(Collected data)
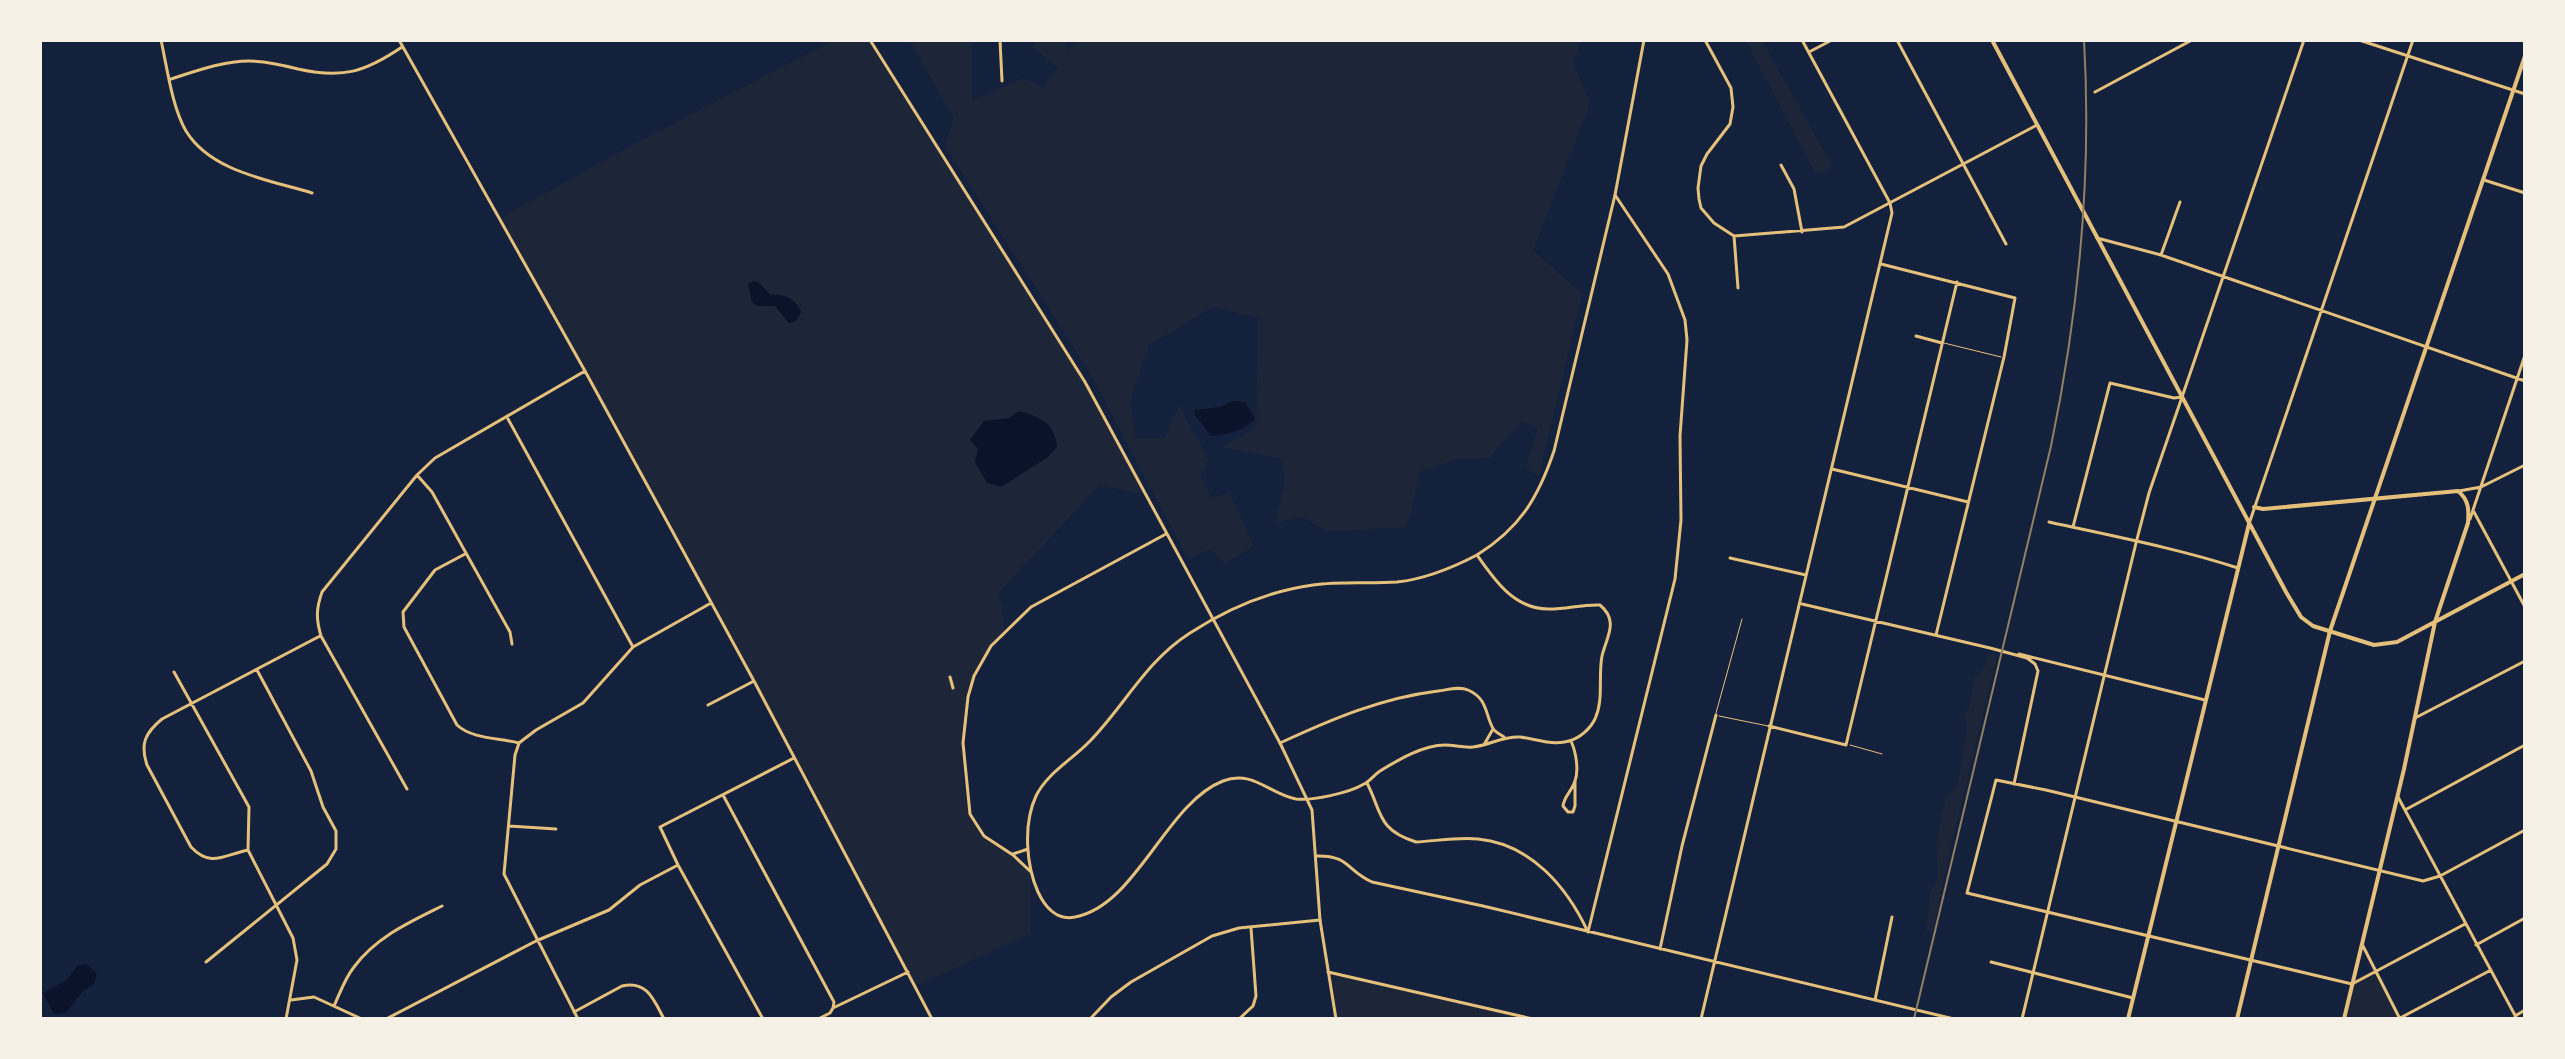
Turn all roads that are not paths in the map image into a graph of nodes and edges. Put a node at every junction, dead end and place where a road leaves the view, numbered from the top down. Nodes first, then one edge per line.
1 (161, 40) edge
2 (399, 40) edge
3 (870, 40) edge
4 (1000, 40) edge
5 (1644, 40) edge
6 (1705, 40) edge
7 (1802, 40) edge
8 (1832, 40) edge
9 (1897, 40) edge
10 (1992, 40) edge
11 (2192, 40) edge
12 (2304, 40) edge
13 (2359, 40) edge
14 (2413, 40) edge
15 (402, 47) junction
16 (1809, 52) junction
17 (2525, 56) edge
18 (2407, 57) junction
19 (171, 79) junction
20 (1002, 81) dead end
21 (2513, 90) junction
22 (2095, 92) dead end
23 (2525, 94) edge
24 (2037, 125) junction
25 (1781, 165) dead end
26 (1963, 165) junction
27 (2484, 180) junction
28 (312, 193) dead end
29 (2525, 193) edge
30 (1615, 195) junction
31 (2180, 202) dead end
32 (1890, 203) junction
33 (1802, 232) junction
34 (1734, 236) junction
35 (2097, 238) junction
36 (2006, 244) dead end
37 (2161, 255) junction
38 (1881, 264) junction
39 (2222, 277) junction
40 (1957, 282) junction
41 (1738, 288) dead end
42 (2320, 310) junction
43 (1916, 336) dead end
44 (1942, 343) junction
45 (2426, 347) junction
46 (2525, 355) edge
47 (2004, 357) junction
48 (585, 371) junction
49 (2517, 378) junction
50 (2525, 381) edge
51 (2182, 397) junction
52 (507, 418) junction
53 (2525, 465) edge
54 (1831, 469) junction
55 (417, 475) junction
56 (1907, 487) junction
57 (2481, 487) junction
58 (2458, 491) junction
59 (2374, 499) junction
60 (1968, 502) junction
61 (2254, 507) junction
62 (2473, 511) junction
63 (2049, 522) dead end
64 (2250, 522) junction
65 (2468, 523) junction
66 (2073, 527) junction
67 (1166, 534) junction
68 (2136, 543) junction
69 (465, 554) junction
70 (1477, 555) junction
71 (1730, 558) dead end
72 (2238, 568) junction
73 (2525, 574) edge
74 (1806, 575) junction
75 (2511, 581) junction
76 (711, 603) junction
77 (1800, 604) junction
78 (2525, 607) edge
79 (1213, 619) junction
80 (1742, 619) dead end
81 (1876, 620) junction
82 (2435, 622) junction
83 (2330, 631) junction
84 (1936, 635) junction
85 (321, 636) junction
86 (512, 644) dead end
87 (633, 647) junction
88 (2015, 653) dead end
89 (2525, 661) edge
90 (257, 670) junction
91 (174, 672) dead end
92 (2105, 676) junction
93 (950, 677) dead end
94 (754, 681) junction
95 (953, 688) dead end
96 (2205, 700) junction
97 (191, 704) junction
98 (708, 705) dead end
99 (1716, 715) junction
100 (2414, 718) junction
101 (1769, 726) junction
102 (1493, 729) junction
103 (1504, 737) junction
104 (1571, 741) junction
105 (519, 743) junction
106 (1280, 743) junction
107 (1485, 744) junction
108 (1846, 745) junction
109 (2525, 745) edge
110 (1882, 754) dead end
111 (794, 758) junction
112 (1575, 781) junction
113 (1367, 783) junction
114 (2014, 784) junction
115 (407, 789) dead end
116 (723, 795) junction
117 (2397, 796) junction
118 (2075, 798) junction
119 (1309, 800) junction
120 (2405, 810) junction
121 (2176, 822) junction
122 (509, 826) junction
123 (556, 829) dead end
124 (2525, 830) edge
125 (2278, 846) junction
126 (1028, 849) junction
127 (248, 850) junction
128 (1013, 855) junction
129 (1316, 856) junction
130 (678, 865) junction
131 (2381, 870) junction
132 (1030, 871) junction
133 (2440, 876) junction
134 (277, 905) junction
135 (442, 906) dead end
136 (2049, 913) junction
137 (1892, 917) dead end
138 (2525, 918) edge
139 (1320, 920) junction
140 (2465, 924) junction
141 (1251, 928) junction
142 (1588, 932) junction
143 (2149, 935) junction
144 (536, 941) junction
145 (2362, 944) junction
146 (2476, 945) junction
147 (1660, 949) junction
148 (2251, 960) junction
149 (1715, 961) junction
150 (206, 962) dead end
151 (1991, 962) dead end
152 (2491, 970) junction
153 (2376, 971) junction
154 (908, 972) junction
155 (1328, 972) junction
156 (2033, 973) junction
157 (2352, 984) junction
158 (2133, 998) junction
159 (291, 1000) junction
160 (1875, 1000) junction
161 (334, 1006) junction
162 (833, 1008) junction
163 (2525, 1010) edge
164 (574, 1012) junction
165 (2516, 1017) edge
166 (286, 1019) edge
167 (362, 1019) edge
168 (386, 1019) edge
169 (578, 1019) edge
170 (664, 1019) edge
171 (763, 1019) edge
172 (818, 1019) edge
173 (932, 1019) edge
174 (1090, 1019) edge
175 (1239, 1019) edge
176 (1336, 1019) edge
177 (1533, 1019) edge
178 (1701, 1019) edge
179 (1954, 1019) edge
180 (2022, 1019) edge
181 (2128, 1019) edge
182 (2237, 1019) edge
183 (2344, 1019) edge
184 (2400, 1019) edge

1 - 19 street
2 - 15 street
3 - 67 street
4 - 20 street
5 - 30 street
6 - 34 street
7 - 16 street
8 - 16 street
9 - 26 street
10 - 24 main road
11 - 22 street
12 - 39 street
13 - 18 street
14 - 18 street
15 - 19 street
15 - 48 street
16 - 32 street
17 - 21 main road
18 - 21 street
18 - 42 street
19 - 28 street
21 - 23 street
21 - 27 main road
24 - 26 street
24 - 35 main road
25 - 33 street
26 - 32 street
26 - 36 street
27 - 29 street
27 - 45 main road
30 - 70 street
30 - 142 street
31 - 37 street
32 - 33 street
32 - 38 street
33 - 34 street
34 - 41 street
35 - 37 street
35 - 51 main road
37 - 39 street
38 - 40 street
38 - 54 street
39 - 42 street
39 - 51 street
40 - 44 street
40 - 47 street
42 - 45 street
42 - 61 street
43 - 44 street
44 - 47 lane
44 - 56 street
45 - 49 street
45 - 59 main road
46 - 49 street
47 - 60 street
48 - 52 street
48 - 76 street
49 - 50 street
49 - 57 street
51 - 64 main road
51 - 66 street
51 - 68 street
52 - 55 street
52 - 87 street
53 - 57 street
54 - 56 street
54 - 74 street
55 - 69 street
55 - 85 street
56 - 60 street
56 - 81 street
57 - 58 street
57 - 62 street
58 - 59 main road
58 - 65 main road
59 - 61 main road
59 - 83 main road
60 - 84 street
61 - 64 street
62 - 65 street
62 - 75 street
63 - 66 street
64 - 72 main road
64 - 83 main road
65 - 82 main road
66 - 68 street
67 - 79 street
67 - 128 street
68 - 72 street
68 - 92 street
69 - 86 street
69 - 105 street
70 - 79 street
70 - 104 street
71 - 74 street
72 - 96 main road
73 - 75 main road
74 - 77 street
75 - 78 street
75 - 82 main road
76 - 87 street
76 - 94 street
77 - 81 street
77 - 101 street
79 - 106 street
79 - 126 street
80 - 99 lane
81 - 84 street
81 - 108 street
82 - 83 main road
82 - 100 main road
83 - 125 main road
84 - 114 street
85 - 90 street
85 - 115 street
87 - 105 street
88 - 92 street
89 - 100 street
90 - 97 street
90 - 134 street
91 - 97 street
92 - 96 street
92 - 118 street
93 - 95 street
94 - 98 street
94 - 111 street
96 - 121 main road
97 - 127 street
97 - 127 street
99 - 101 lane
99 - 147 street
100 - 117 main road
101 - 108 street
101 - 149 street
102 - 103 street
102 - 106 street
102 - 107 street
103 - 104 street
103 - 107 street
104 - 112 street
105 - 122 street
106 - 119 street
107 - 113 street
108 - 110 lane
109 - 120 street
111 - 116 street
111 - 154 street
112 - 112 street
113 - 119 street
113 - 142 street
114 - 118 street
114 - 136 street
116 - 130 street
116 - 162 street
117 - 120 street
117 - 131 main road
118 - 121 street
118 - 136 street
119 - 129 street
119 - 132 street
120 - 133 street
121 - 125 street
121 - 143 main road
122 - 123 street
122 - 144 street
124 - 133 street
125 - 131 street
125 - 148 main road
126 - 128 street
126 - 132 street
127 - 134 street
128 - 132 street
129 - 139 street
129 - 142 street
130 - 144 street
130 - 171 street
131 - 133 street
131 - 145 main road
133 - 140 street
134 - 150 street
134 - 159 street
135 - 161 street
136 - 143 street
136 - 156 street
137 - 160 street
138 - 146 street
139 - 141 street
139 - 155 street
140 - 146 street
140 - 153 street
141 - 174 street
141 - 175 street
142 - 147 street
143 - 148 street
143 - 158 main road
144 - 164 street
144 - 168 street
145 - 153 street
145 - 157 main road
146 - 152 street
147 - 149 street
148 - 157 street
148 - 182 main road
149 - 160 street
149 - 178 street
151 - 156 street
152 - 165 street
152 - 184 street
153 - 157 street
153 - 184 street
154 - 162 street
154 - 173 street
155 - 176 street
155 - 177 street
156 - 158 street
156 - 180 street
157 - 183 main road
158 - 181 main road
159 - 161 street
159 - 166 street
160 - 179 street
161 - 167 street
162 - 172 street
163 - 165 street
164 - 169 street
164 - 170 street

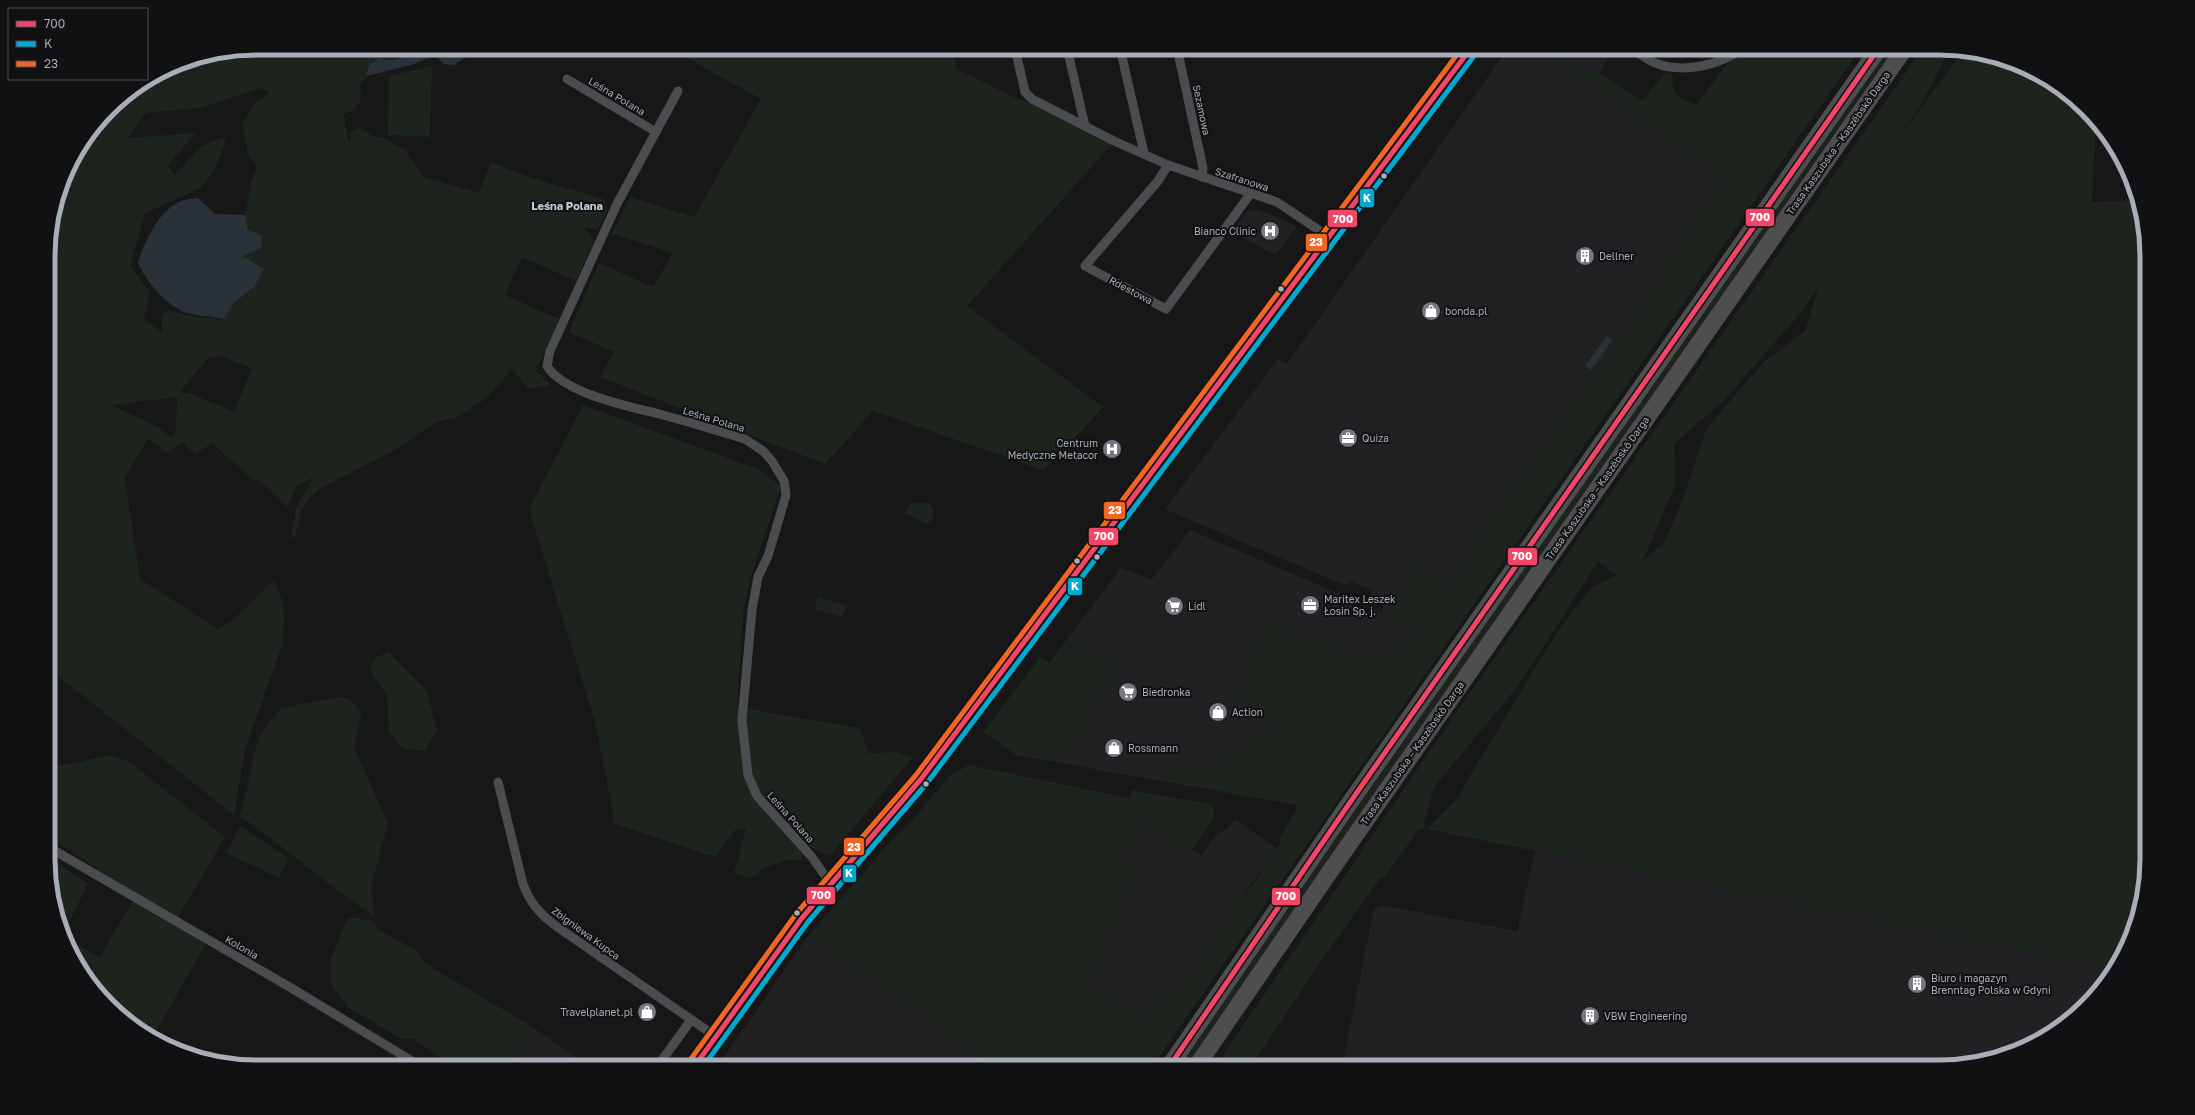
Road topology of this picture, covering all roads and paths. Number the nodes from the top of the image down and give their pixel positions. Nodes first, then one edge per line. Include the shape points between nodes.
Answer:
1 (1017, 55) edge
2 (1069, 55) edge
3 (1122, 55) edge
4 (1179, 55) edge
5 (1466, 55) edge
6 (1642, 55) edge
7 (1732, 55) edge
8 (1874, 55) edge
9 (1900, 55) edge
10 (567, 79) dead end
11 (678, 91) dead end
12 (1085, 126) junction
13 (656, 132) junction
14 (1144, 153) junction
15 (1168, 165) junction
16 (1202, 177) junction
17 (1251, 193) junction
18 (1329, 237) junction
19 (498, 782) dead end
20 (55, 851) edge
21 (831, 884) junction
22 (691, 1020) junction
23 (715, 1036) junction
24 (410, 1060) edge
25 (662, 1060) edge
26 (699, 1060) edge
27 (1174, 1060) edge
28 (1201, 1060) edge

1 - 12 street, Szafranowa via 1027,96
2 - 12 street
3 - 14 street
4 - 16 street, Sezamowa via 1203,168
5 - 18 street
6 - 7 street via 1655,63 1677,67 1721,62
8 - 27 highway via 1351,801
9 - 28 highway, Trasa Kaszubska – Kaszëbskô Darga via 1328,872
10 - 13 street, Leśna Polana
11 - 13 street, Leśna Polana
12 - 14 street, Szafranowa
13 - 21 street, Leśna Polana via 616,204 550,351 547,366 558,379 594,396 745,439 763,451 779,471 786,495 768,556 758,577 752,610 742,720 748,775 757,796 811,856
14 - 15 street, Szafranowa
15 - 16 street, Szafranowa
15 - 17 street, Rdestowa via 1158,181 1085,266 1166,309
16 - 17 street, Szafranowa
17 - 18 street, Szafranowa via 1277,202
18 - 21 street via 921,779
19 - 22 street, Zbigniewa Kupca via 523,884 538,911
20 - 24 street, Kolonia
21 - 23 street via 793,929
22 - 23 street, Zbigniewa Kupca
22 - 25 street
23 - 26 street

▸ **Your instructions**:
Copy each line in the entries above where the word "Zbigniewa" shows up.

▸ **Solution below**:
19 - 22 street, Zbigniewa Kupca via 523,884 538,911
22 - 23 street, Zbigniewa Kupca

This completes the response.